Before long, the new generation of X-ray telescopes—their ambitious missions fueled by their superior optics — may well answer some of the central questions about black holes, the matter they affect and the galaxies at their mercy.
In search of… black holes
Ever since the 1960s, satellites equipped with X-ray cameras have orbited Earth, providing astronomers with a wealth of information about the universe. In fact, such observations of the extreme radiation immediately surrounding black holes has helped confirm their existence.
Both NASA’s Chandra telescope and the XMM-Newton launched by the European Space Agency have been functioning excellently since they were launched in 1999, producing impressive X-ray images of the universe and generating thousands of scientific articles. But these telescopes are only able to detect soft X-rays, which do not penetrate the gas clouds of the universe.
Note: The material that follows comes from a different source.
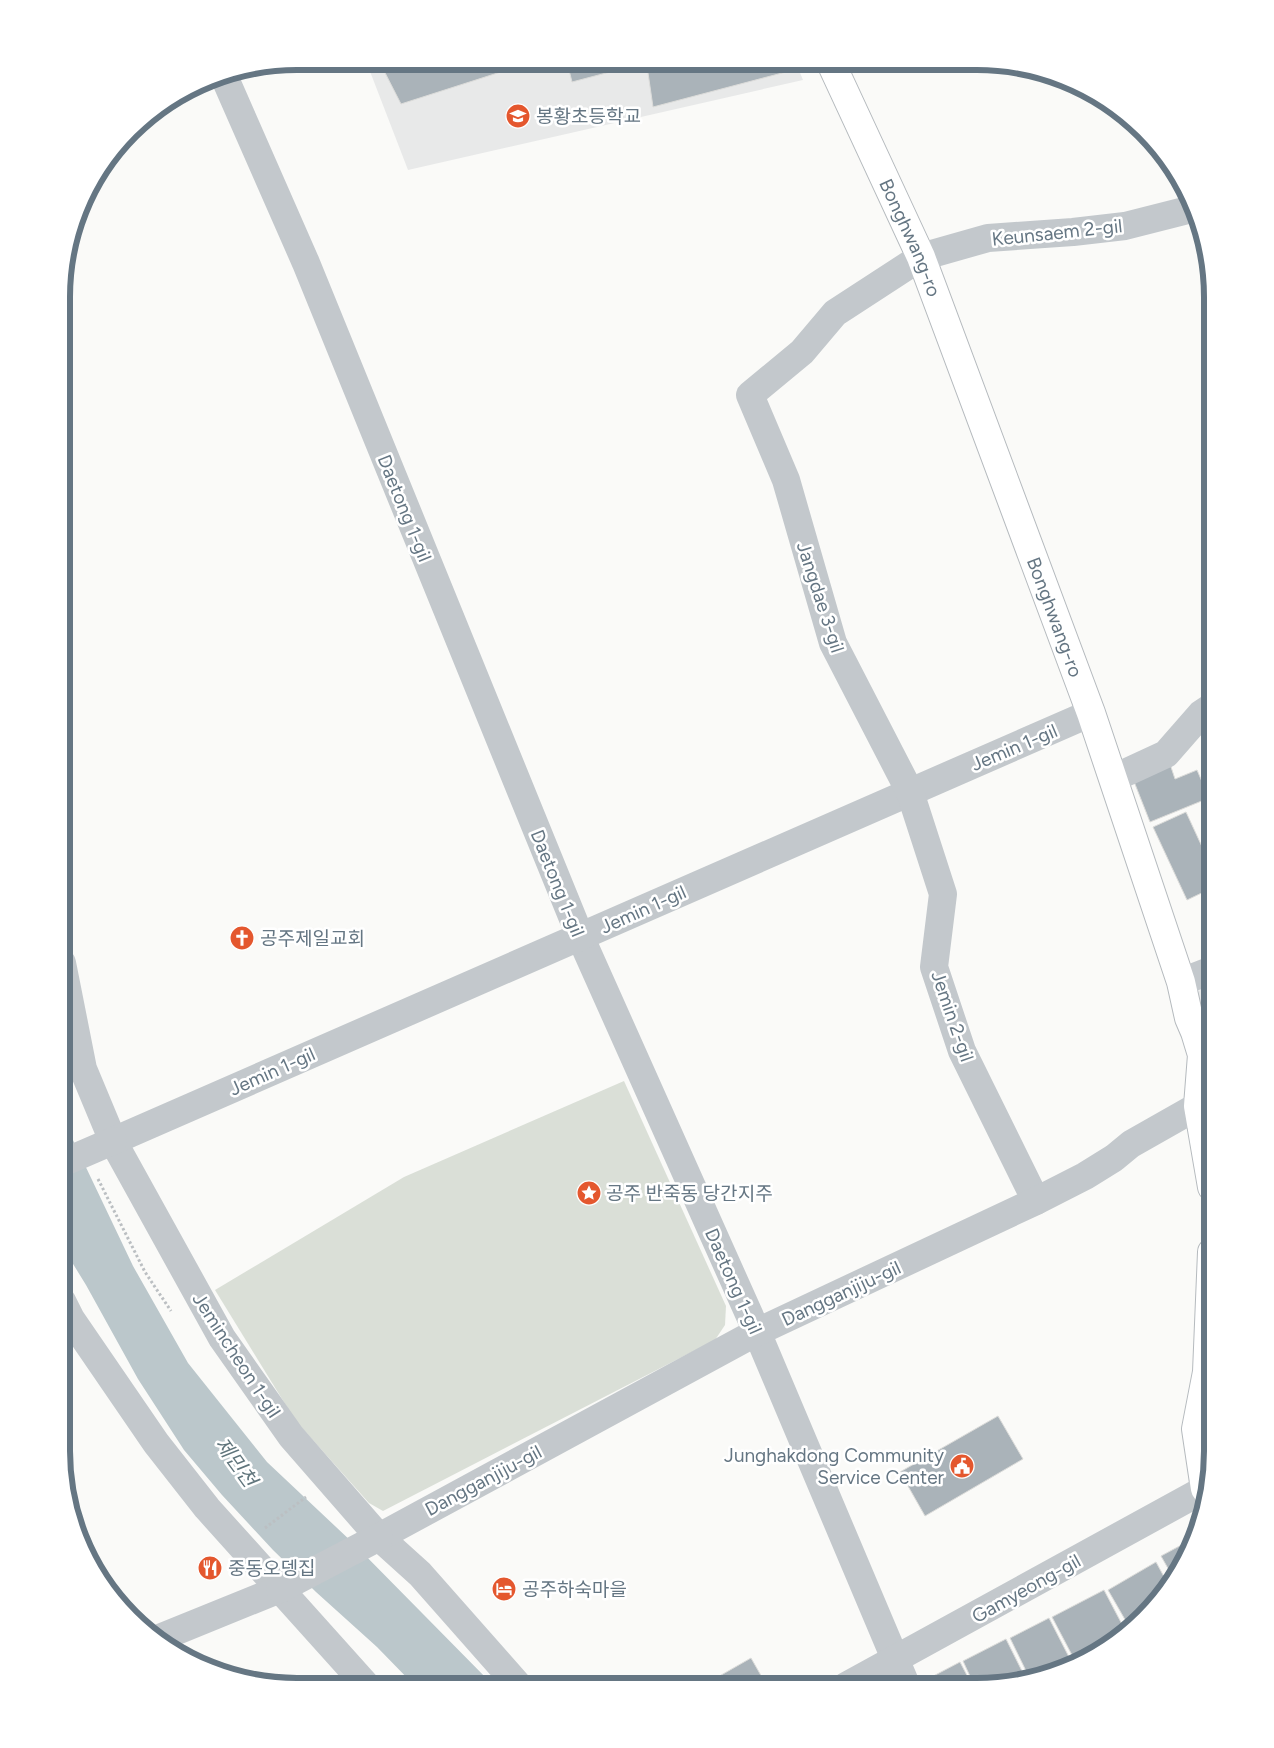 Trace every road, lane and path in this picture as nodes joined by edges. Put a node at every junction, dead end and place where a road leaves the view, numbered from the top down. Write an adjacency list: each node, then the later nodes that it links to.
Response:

Thanks to advancements in X-ray mirrors and detectors in recent years, the NuSTAR telescope can now detect more violent hard X-ray radiation much more precisely, making it extremely useful in the search for black holes.
SUPERNOVAE: the death throes of stars
Some massive stars end their lives in spectacular explosions as supernovae. Gas and dust are ejected into space, leaving behind a small, very dense object: a small black hole or a neutron star.
If either of these pairs up with” a star, it can attract matter from the star. Just as happens in supermassive black holes at galactic centers, the matter forms a disk. When it is heated, the matter emits X-rays that the NuSTAR telescope can detect. Measuring these X-rays can help give astronomers an idea of the number of black holes and neutron stars that exist in our galaxy.
NuSTAR will also survey the remains of several supernovae that have exploded in the Milky Way during the past 500 years. The radiation from such remnants may tell scientists how the explosion happened and provide them with a new understanding of these stellar phenomena.
BLACK HOLES: the gluttons of galaxies
Some astronomers are convinced that most large galaxies have a supermassive black hole at their centers that attracts gas, dust and stars with an extraordinarily powerful gravitational pull. This process generates intense radiation seen only in conjunction with black holes. NuSTAR will allow scientists to analyze this radiation and estimate the size of many black holes as well as how they attract matter.